──────── MATERIAL SHOWN

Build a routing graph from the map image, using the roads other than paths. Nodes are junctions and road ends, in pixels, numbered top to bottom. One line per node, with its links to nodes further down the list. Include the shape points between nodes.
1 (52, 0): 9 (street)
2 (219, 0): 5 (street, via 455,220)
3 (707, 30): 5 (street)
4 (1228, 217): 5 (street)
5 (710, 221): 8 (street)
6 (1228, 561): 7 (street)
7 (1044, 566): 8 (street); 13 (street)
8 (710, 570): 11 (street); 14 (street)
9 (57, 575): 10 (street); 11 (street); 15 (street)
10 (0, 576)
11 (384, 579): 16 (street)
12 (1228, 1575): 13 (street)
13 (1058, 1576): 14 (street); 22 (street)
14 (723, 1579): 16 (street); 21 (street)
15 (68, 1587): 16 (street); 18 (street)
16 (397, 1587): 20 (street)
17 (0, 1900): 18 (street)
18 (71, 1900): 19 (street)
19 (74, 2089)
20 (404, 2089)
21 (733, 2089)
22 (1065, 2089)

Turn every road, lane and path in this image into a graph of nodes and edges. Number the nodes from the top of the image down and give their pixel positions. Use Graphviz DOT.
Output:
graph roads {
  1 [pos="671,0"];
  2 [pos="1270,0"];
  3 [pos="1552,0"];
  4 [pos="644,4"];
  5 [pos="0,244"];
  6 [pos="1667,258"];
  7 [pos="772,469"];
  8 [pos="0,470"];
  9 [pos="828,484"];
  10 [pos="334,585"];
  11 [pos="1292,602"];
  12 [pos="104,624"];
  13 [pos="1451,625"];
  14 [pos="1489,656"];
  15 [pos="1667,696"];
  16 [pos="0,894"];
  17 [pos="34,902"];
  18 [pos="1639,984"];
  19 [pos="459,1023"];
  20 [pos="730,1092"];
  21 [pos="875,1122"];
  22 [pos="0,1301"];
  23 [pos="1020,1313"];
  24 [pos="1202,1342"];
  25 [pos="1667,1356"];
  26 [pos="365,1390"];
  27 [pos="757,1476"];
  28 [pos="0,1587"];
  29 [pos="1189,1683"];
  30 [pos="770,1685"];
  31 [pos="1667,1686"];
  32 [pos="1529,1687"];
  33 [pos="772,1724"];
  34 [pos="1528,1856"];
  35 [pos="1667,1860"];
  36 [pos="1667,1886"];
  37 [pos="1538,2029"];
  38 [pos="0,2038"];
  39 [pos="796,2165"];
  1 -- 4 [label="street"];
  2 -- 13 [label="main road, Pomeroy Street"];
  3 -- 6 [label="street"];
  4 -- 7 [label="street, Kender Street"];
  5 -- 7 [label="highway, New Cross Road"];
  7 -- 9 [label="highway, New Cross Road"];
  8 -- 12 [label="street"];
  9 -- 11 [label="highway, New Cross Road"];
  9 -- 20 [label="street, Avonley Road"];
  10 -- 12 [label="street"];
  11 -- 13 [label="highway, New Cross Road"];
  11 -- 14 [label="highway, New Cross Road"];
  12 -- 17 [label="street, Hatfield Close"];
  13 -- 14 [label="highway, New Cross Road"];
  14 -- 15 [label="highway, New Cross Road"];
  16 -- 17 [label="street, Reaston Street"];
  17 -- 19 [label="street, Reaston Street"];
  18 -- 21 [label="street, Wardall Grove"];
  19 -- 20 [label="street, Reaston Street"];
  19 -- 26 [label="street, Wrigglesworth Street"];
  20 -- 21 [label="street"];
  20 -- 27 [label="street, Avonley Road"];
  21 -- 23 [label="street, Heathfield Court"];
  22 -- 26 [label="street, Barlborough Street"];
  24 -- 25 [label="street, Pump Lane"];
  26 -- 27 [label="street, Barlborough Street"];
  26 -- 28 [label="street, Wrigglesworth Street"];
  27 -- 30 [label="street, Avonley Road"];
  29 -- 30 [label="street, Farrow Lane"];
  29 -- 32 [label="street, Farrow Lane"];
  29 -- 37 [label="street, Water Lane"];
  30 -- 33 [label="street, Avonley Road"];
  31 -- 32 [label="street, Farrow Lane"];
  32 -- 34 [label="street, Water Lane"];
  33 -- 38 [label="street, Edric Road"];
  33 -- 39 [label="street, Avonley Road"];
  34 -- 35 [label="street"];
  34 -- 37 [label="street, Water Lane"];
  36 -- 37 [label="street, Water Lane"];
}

────────────────

> WHAT IS REQUIRED
All of the material must be reproduced exactly.

> SOLUTION FOR THIS TASK
Build a routing graph from the map image, using the roads other than paths. Nodes are junctions and road ends, in pixels, numbered top to bottom. One line per node, with its links to nodes further down the list. Include the shape points between nodes.
1 (52, 0): 9 (street)
2 (219, 0): 5 (street, via 455,220)
3 (707, 30): 5 (street)
4 (1228, 217): 5 (street)
5 (710, 221): 8 (street)
6 (1228, 561): 7 (street)
7 (1044, 566): 8 (street); 13 (street)
8 (710, 570): 11 (street); 14 (street)
9 (57, 575): 10 (street); 11 (street); 15 (street)
10 (0, 576)
11 (384, 579): 16 (street)
12 (1228, 1575): 13 (street)
13 (1058, 1576): 14 (street); 22 (street)
14 (723, 1579): 16 (street); 21 (street)
15 (68, 1587): 16 (street); 18 (street)
16 (397, 1587): 20 (street)
17 (0, 1900): 18 (street)
18 (71, 1900): 19 (street)
19 (74, 2089)
20 (404, 2089)
21 (733, 2089)
22 (1065, 2089)

Turn every road, lane and path in this image into a graph of nodes and edges. Number the nodes from the top of the image down and give their pixel positions. Use Graphviz DOT.
Output:
graph roads {
  1 [pos="671,0"];
  2 [pos="1270,0"];
  3 [pos="1552,0"];
  4 [pos="644,4"];
  5 [pos="0,244"];
  6 [pos="1667,258"];
  7 [pos="772,469"];
  8 [pos="0,470"];
  9 [pos="828,484"];
  10 [pos="334,585"];
  11 [pos="1292,602"];
  12 [pos="104,624"];
  13 [pos="1451,625"];
  14 [pos="1489,656"];
  15 [pos="1667,696"];
  16 [pos="0,894"];
  17 [pos="34,902"];
  18 [pos="1639,984"];
  19 [pos="459,1023"];
  20 [pos="730,1092"];
  21 [pos="875,1122"];
  22 [pos="0,1301"];
  23 [pos="1020,1313"];
  24 [pos="1202,1342"];
  25 [pos="1667,1356"];
  26 [pos="365,1390"];
  27 [pos="757,1476"];
  28 [pos="0,1587"];
  29 [pos="1189,1683"];
  30 [pos="770,1685"];
  31 [pos="1667,1686"];
  32 [pos="1529,1687"];
  33 [pos="772,1724"];
  34 [pos="1528,1856"];
  35 [pos="1667,1860"];
  36 [pos="1667,1886"];
  37 [pos="1538,2029"];
  38 [pos="0,2038"];
  39 [pos="796,2165"];
  1 -- 4 [label="street"];
  2 -- 13 [label="main road, Pomeroy Street"];
  3 -- 6 [label="street"];
  4 -- 7 [label="street, Kender Street"];
  5 -- 7 [label="highway, New Cross Road"];
  7 -- 9 [label="highway, New Cross Road"];
  8 -- 12 [label="street"];
  9 -- 11 [label="highway, New Cross Road"];
  9 -- 20 [label="street, Avonley Road"];
  10 -- 12 [label="street"];
  11 -- 13 [label="highway, New Cross Road"];
  11 -- 14 [label="highway, New Cross Road"];
  12 -- 17 [label="street, Hatfield Close"];
  13 -- 14 [label="highway, New Cross Road"];
  14 -- 15 [label="highway, New Cross Road"];
  16 -- 17 [label="street, Reaston Street"];
  17 -- 19 [label="street, Reaston Street"];
  18 -- 21 [label="street, Wardall Grove"];
  19 -- 20 [label="street, Reaston Street"];
  19 -- 26 [label="street, Wrigglesworth Street"];
  20 -- 21 [label="street"];
  20 -- 27 [label="street, Avonley Road"];
  21 -- 23 [label="street, Heathfield Court"];
  22 -- 26 [label="street, Barlborough Street"];
  24 -- 25 [label="street, Pump Lane"];
  26 -- 27 [label="street, Barlborough Street"];
  26 -- 28 [label="street, Wrigglesworth Street"];
  27 -- 30 [label="street, Avonley Road"];
  29 -- 30 [label="street, Farrow Lane"];
  29 -- 32 [label="street, Farrow Lane"];
  29 -- 37 [label="street, Water Lane"];
  30 -- 33 [label="street, Avonley Road"];
  31 -- 32 [label="street, Farrow Lane"];
  32 -- 34 [label="street, Water Lane"];
  33 -- 38 [label="street, Edric Road"];
  33 -- 39 [label="street, Avonley Road"];
  34 -- 35 [label="street"];
  34 -- 37 [label="street, Water Lane"];
  36 -- 37 [label="street, Water Lane"];
}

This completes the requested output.